[The input]

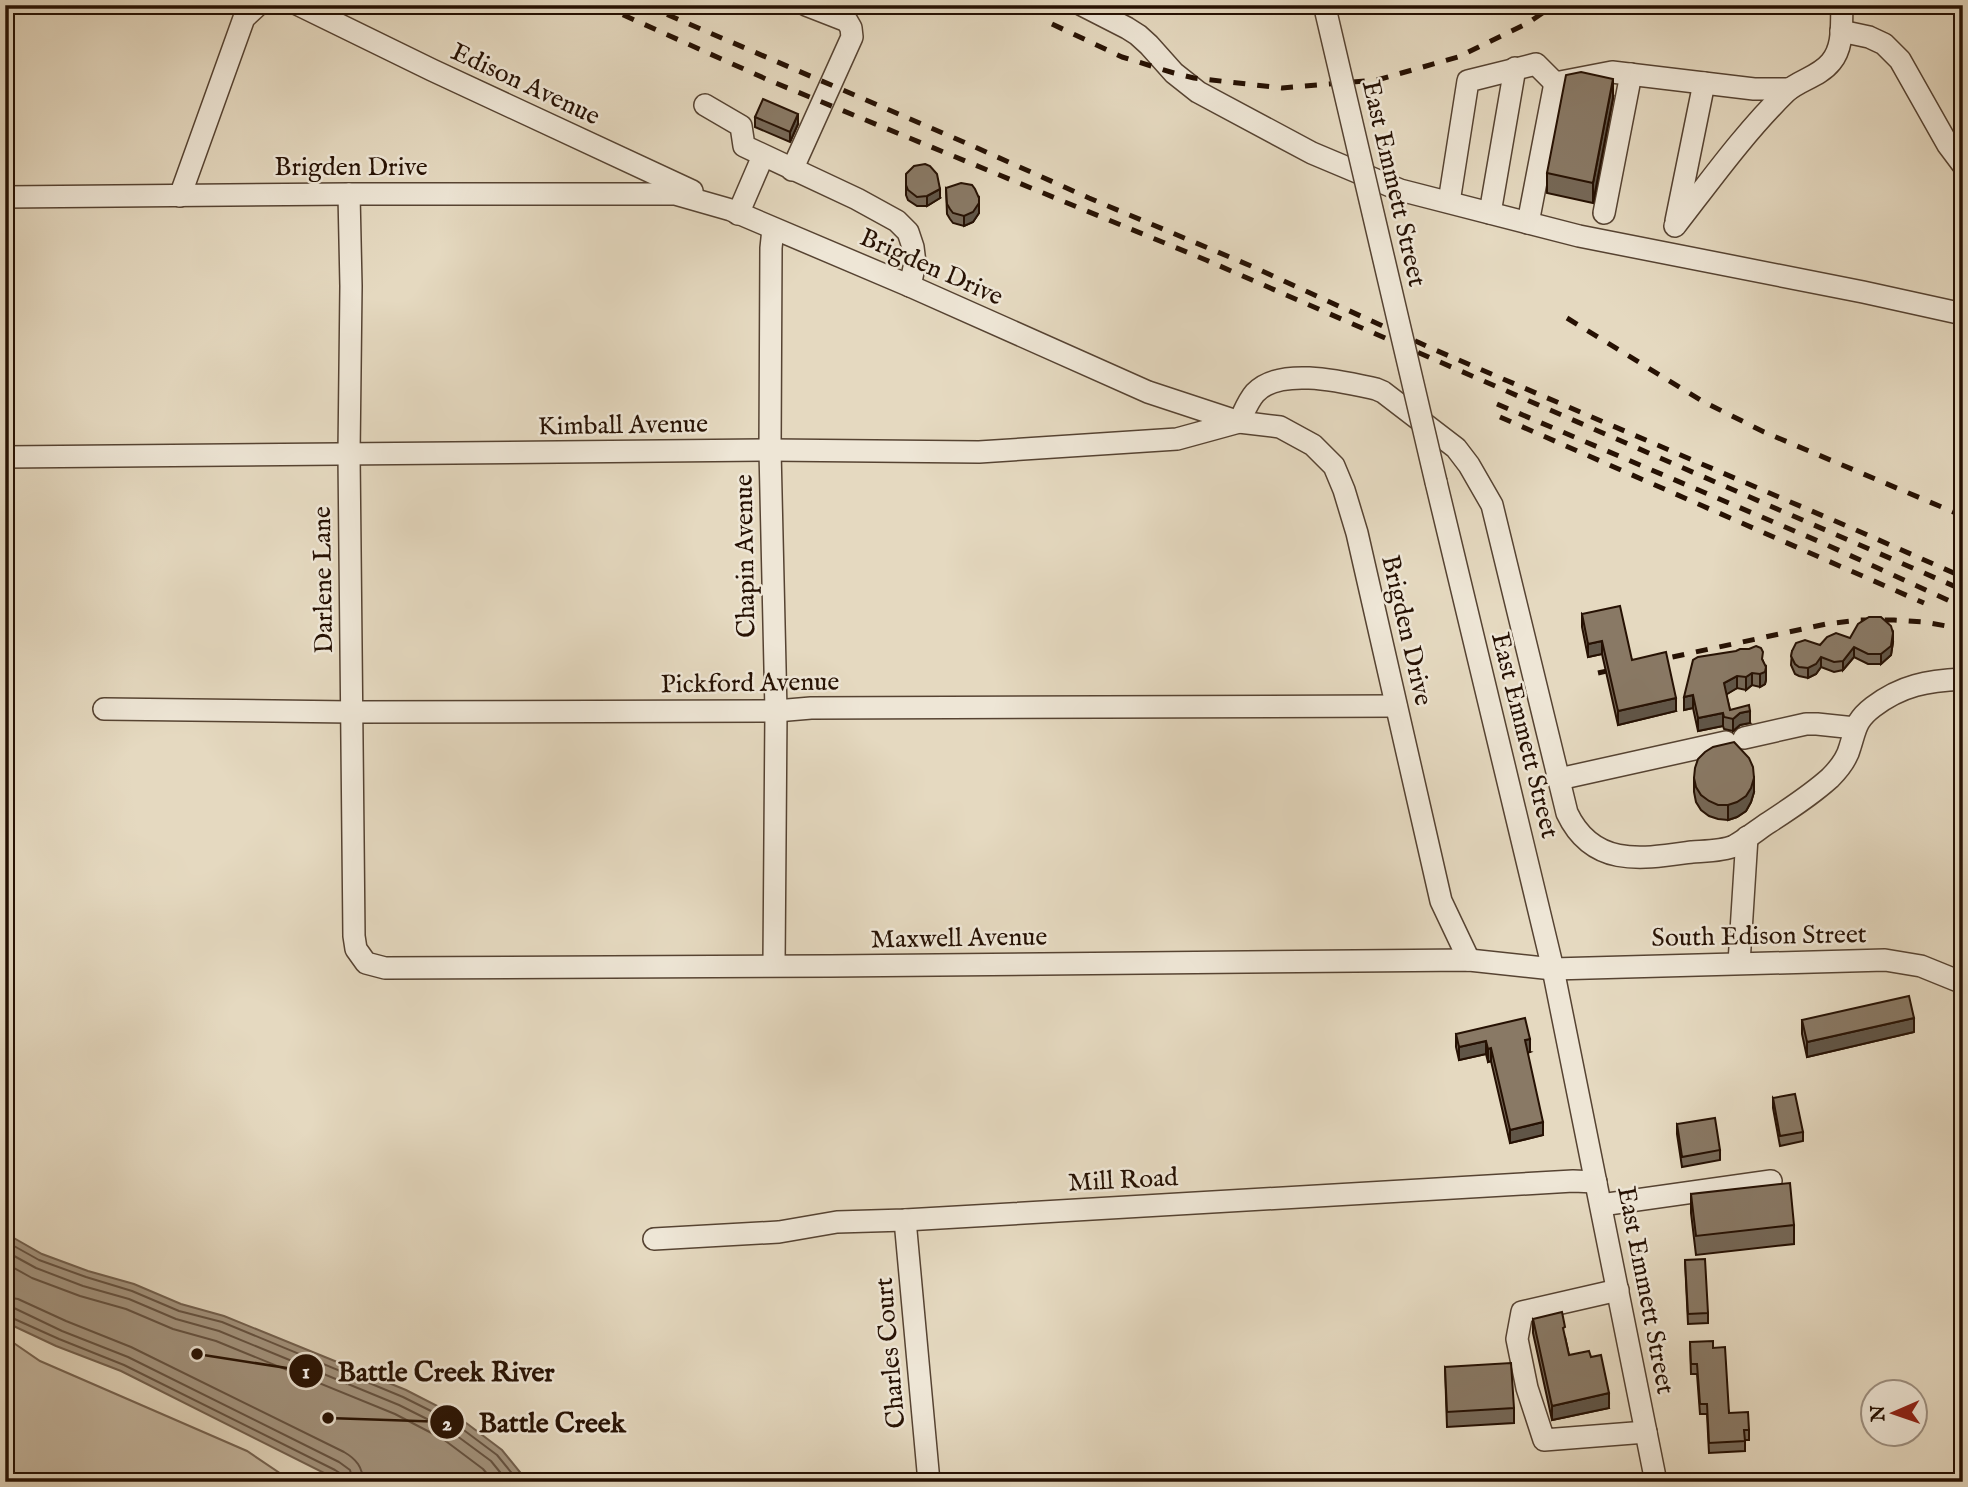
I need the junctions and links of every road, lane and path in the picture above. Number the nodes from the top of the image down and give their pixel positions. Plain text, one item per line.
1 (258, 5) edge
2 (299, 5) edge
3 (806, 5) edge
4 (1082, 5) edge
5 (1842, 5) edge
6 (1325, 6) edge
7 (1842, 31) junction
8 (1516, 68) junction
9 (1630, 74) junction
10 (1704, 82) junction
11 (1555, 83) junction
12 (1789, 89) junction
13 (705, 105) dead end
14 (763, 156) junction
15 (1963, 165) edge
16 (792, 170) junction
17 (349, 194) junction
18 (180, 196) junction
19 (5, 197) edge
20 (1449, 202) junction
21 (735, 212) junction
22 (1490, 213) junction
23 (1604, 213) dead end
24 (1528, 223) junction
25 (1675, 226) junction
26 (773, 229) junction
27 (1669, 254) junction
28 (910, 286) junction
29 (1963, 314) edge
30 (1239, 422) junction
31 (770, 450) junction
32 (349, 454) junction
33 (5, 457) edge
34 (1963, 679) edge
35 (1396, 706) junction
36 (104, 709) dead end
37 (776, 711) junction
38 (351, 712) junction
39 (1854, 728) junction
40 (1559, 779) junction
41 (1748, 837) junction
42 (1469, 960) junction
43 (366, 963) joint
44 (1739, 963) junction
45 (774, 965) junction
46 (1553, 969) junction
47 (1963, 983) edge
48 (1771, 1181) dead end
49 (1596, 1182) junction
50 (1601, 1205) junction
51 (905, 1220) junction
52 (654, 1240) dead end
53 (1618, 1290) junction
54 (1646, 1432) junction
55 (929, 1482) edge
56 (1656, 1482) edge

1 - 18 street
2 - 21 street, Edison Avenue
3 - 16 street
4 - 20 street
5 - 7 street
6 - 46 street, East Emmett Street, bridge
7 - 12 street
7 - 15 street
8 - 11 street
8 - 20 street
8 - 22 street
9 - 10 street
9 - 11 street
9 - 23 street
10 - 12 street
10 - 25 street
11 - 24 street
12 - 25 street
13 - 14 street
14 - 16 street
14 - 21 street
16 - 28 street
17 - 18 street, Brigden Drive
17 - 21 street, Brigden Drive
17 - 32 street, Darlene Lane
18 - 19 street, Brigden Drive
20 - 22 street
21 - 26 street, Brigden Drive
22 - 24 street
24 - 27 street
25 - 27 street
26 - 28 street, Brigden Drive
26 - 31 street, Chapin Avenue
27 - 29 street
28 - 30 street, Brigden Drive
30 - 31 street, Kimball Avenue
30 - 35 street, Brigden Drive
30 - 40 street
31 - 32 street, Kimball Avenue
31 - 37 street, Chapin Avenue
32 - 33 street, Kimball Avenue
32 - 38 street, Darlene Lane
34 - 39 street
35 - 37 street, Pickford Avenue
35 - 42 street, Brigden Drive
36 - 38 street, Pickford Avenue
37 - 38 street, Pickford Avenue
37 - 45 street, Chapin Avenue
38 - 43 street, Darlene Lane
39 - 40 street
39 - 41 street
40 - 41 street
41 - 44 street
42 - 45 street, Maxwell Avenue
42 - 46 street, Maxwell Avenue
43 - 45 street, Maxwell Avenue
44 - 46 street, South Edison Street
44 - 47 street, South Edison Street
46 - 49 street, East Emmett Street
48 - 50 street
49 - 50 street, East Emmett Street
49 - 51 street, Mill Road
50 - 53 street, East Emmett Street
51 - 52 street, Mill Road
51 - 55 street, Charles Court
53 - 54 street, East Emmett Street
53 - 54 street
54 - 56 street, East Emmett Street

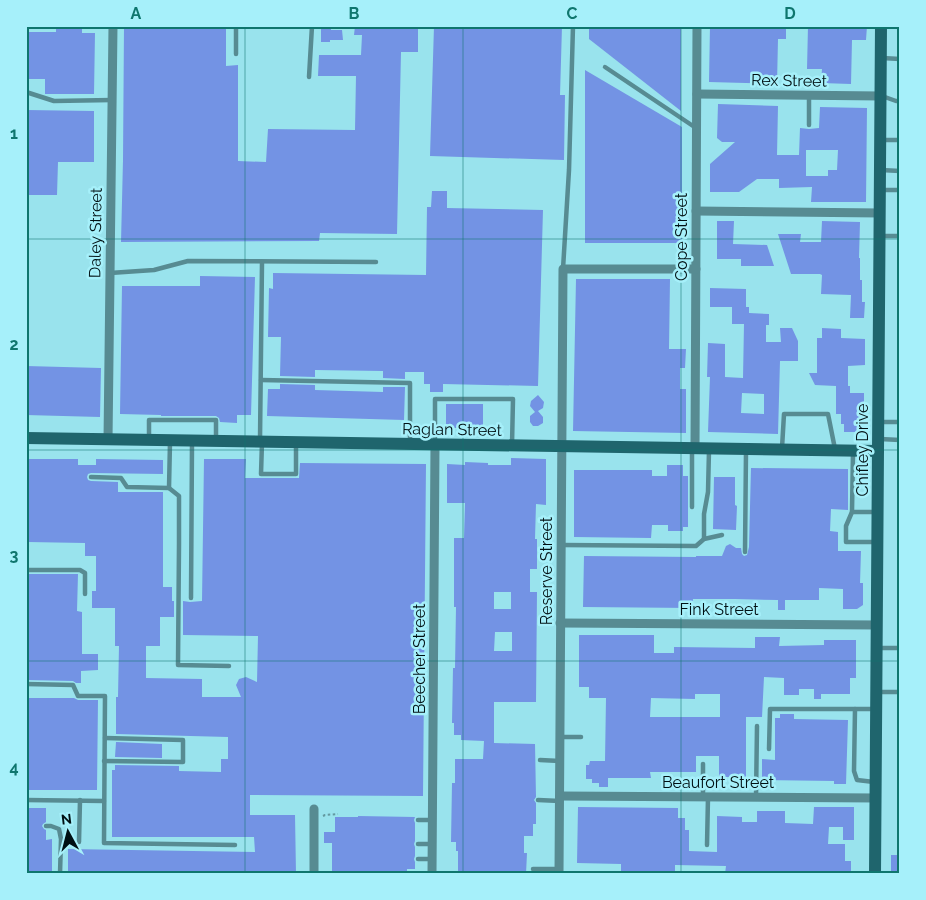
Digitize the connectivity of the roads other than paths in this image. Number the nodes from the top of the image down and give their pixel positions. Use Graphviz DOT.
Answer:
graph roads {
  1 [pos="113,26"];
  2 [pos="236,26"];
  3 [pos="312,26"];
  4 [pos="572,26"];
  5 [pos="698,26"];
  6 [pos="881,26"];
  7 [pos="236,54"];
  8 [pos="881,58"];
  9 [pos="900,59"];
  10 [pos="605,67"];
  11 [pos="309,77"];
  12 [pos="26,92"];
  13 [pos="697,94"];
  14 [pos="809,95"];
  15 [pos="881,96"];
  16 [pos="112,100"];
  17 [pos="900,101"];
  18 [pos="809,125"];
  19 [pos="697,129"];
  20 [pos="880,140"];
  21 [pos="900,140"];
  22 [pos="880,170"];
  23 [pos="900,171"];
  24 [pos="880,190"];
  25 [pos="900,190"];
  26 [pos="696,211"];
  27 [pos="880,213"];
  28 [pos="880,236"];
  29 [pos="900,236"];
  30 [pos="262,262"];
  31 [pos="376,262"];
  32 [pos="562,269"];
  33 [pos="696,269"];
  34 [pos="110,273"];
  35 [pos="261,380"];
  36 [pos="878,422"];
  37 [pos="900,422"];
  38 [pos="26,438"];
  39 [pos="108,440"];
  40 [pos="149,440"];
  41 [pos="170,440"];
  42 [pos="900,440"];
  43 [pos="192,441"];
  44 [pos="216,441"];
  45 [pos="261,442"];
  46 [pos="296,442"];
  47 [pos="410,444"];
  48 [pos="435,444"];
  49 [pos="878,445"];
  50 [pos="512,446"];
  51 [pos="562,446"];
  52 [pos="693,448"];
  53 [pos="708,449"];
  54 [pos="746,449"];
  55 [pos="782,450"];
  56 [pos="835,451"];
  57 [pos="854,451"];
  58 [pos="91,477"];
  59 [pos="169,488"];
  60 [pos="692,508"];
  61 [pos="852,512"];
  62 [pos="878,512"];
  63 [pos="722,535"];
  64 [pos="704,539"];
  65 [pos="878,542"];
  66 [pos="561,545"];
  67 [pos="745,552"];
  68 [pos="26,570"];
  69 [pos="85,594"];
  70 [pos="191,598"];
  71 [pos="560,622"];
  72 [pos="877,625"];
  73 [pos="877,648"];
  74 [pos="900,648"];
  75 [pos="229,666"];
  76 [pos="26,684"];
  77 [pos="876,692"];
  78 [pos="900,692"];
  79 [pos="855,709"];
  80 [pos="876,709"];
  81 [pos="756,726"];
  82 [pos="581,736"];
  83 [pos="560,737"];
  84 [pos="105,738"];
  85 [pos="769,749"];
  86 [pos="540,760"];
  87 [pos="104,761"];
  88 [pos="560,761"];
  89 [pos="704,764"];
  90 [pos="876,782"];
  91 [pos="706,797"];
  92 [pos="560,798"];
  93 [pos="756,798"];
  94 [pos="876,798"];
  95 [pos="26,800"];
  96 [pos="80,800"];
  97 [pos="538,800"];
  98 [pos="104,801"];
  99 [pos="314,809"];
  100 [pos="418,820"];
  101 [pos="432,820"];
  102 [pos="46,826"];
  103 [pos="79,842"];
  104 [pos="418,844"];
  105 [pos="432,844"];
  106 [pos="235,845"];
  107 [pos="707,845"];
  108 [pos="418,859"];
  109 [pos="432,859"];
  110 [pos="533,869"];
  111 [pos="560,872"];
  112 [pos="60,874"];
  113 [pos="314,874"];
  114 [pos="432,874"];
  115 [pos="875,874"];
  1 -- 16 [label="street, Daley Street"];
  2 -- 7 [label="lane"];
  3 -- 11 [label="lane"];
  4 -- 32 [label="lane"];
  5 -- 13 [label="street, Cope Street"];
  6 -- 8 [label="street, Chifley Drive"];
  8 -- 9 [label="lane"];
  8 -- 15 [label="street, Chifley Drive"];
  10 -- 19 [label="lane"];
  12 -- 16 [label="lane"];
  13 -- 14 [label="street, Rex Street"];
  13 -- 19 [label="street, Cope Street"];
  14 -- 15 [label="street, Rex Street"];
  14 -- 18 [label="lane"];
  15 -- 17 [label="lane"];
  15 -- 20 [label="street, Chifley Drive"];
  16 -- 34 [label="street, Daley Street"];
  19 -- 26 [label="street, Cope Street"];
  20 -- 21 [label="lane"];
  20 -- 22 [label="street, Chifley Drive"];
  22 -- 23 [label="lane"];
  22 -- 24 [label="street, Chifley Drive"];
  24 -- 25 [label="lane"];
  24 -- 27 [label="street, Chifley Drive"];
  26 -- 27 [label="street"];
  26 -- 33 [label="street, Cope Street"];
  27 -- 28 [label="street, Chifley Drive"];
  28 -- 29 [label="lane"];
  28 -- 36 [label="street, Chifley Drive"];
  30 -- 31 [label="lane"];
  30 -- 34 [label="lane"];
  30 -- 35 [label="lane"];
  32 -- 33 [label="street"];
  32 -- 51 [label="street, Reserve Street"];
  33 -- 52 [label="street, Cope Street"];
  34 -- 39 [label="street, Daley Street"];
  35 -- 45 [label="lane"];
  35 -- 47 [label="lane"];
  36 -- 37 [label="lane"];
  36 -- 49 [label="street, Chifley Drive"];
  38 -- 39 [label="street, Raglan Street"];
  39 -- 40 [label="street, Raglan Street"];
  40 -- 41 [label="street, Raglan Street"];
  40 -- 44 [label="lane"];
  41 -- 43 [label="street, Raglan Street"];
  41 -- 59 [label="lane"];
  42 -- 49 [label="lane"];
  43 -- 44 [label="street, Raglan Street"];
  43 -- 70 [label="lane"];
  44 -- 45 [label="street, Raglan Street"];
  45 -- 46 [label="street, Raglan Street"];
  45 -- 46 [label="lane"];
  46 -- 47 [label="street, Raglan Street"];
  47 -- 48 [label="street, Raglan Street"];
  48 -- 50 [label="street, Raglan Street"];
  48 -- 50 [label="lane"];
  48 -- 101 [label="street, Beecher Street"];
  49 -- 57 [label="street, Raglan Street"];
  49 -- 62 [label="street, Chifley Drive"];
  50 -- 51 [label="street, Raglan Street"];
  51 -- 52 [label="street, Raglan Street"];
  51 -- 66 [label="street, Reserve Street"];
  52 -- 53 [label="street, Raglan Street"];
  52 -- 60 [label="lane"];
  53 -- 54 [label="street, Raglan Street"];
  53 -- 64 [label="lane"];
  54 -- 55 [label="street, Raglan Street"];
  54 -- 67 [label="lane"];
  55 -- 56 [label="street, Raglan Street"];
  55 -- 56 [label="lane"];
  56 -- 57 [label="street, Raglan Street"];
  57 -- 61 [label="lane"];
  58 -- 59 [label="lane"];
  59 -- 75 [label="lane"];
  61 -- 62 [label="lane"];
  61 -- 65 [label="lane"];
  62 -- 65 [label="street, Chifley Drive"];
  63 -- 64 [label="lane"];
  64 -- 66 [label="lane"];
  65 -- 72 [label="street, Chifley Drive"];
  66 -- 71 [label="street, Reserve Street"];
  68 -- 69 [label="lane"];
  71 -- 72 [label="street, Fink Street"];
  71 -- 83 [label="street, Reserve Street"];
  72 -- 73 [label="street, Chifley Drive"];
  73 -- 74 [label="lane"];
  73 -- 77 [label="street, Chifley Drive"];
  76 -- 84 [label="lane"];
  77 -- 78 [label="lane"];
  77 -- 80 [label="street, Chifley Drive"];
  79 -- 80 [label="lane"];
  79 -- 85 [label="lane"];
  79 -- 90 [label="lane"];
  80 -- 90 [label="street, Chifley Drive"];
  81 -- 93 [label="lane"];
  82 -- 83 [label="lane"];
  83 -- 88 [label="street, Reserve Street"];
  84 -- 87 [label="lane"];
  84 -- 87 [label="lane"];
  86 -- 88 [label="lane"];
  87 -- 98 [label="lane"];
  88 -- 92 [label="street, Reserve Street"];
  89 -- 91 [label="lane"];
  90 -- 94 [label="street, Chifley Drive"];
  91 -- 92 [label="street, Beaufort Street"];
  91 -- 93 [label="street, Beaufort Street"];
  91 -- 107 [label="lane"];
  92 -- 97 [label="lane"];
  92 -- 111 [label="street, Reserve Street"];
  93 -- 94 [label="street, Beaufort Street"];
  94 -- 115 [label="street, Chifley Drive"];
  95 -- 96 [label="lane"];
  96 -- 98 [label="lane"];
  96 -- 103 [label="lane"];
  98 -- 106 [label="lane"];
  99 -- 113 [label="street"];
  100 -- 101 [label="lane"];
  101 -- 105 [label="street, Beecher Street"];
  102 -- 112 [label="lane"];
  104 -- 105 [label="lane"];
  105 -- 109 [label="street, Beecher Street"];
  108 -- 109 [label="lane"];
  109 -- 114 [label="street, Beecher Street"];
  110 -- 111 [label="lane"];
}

[/The input]

**Aim of the exercise**
Wherever a line holds the word "Maxwell", copy that line out of the entries above.

**Task answer**
42 - 45 street, Maxwell Avenue
42 - 46 street, Maxwell Avenue
43 - 45 street, Maxwell Avenue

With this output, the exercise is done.